Hales of Morningstar forecasts in a recent research report that by 2030—the year when countries will start to ban the sale of new combustion engine vehicles—JM’s annual sales to hydrogen and fuel-cell markets could approach $1.2 billion.
And he’s not the only one expecting JM’s low-carbon technologies to fly off the shelf: in an analysis published in 2020, the investment bank Liberum Capital rates JM as having top-three positions globally for both membrane electrode assemblies for proton-exchange membrane fuel cells and catalysts for hydrogen production.
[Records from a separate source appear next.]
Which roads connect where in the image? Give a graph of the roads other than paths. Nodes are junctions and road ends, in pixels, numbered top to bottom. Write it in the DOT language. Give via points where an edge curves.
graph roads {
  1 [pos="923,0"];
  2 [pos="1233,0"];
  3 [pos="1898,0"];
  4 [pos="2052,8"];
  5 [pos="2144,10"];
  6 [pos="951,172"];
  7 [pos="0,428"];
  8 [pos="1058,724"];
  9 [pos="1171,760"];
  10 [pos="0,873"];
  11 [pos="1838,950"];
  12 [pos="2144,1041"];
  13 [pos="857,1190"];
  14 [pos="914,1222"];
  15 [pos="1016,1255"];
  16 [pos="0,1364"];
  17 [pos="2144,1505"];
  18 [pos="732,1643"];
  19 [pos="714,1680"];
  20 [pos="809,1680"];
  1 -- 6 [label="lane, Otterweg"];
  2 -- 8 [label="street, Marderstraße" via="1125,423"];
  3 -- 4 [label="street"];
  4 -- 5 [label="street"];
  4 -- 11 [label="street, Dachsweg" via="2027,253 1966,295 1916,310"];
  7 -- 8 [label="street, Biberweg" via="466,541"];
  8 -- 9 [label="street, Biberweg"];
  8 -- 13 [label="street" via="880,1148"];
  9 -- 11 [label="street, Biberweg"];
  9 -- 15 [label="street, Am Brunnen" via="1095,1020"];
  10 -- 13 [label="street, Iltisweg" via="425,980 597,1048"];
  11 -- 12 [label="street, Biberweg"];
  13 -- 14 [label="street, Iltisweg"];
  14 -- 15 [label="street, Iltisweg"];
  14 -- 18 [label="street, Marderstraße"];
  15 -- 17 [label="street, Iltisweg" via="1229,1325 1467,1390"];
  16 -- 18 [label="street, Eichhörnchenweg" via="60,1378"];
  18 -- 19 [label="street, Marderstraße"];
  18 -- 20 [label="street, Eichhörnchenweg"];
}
The firm forecasts strong sales for both.
While JM steps up investment in its suite of nascent low-carbon-enabling technologies, it has started to decrease spending on its catalytic converter business. In June 2020, the firm announced it would cut 2,500 jobs—a sixth of its workforce—by 2023, mostly to reduce costs associated with the slowing demand for catalytic converters. The focus is on shutting older, less efficient plants in Europe.
“By the time we get to the end of our next fiscal year, we’ll have built all the assets we need for this business,” MacLeod says.
MacLeod says he is not planning to sell the catalytic converter business but rather to use it as a cash cow to fund the firm’s growth opportunities.
One thing the CEO is certain about is that if the company is to thrive, it is going to have to adapt. “The Johnson Matthey of 20 years in the future is going to be very different from the Johnson Matthey it is today,” he says. “What’s tremendously exciting is that the world needs companies like JM. We will not solve the climate crisis without the sorts of technologies and capabilities that JM has.”
If MacLeod is right, JM’s Kodak moment is not in the picture.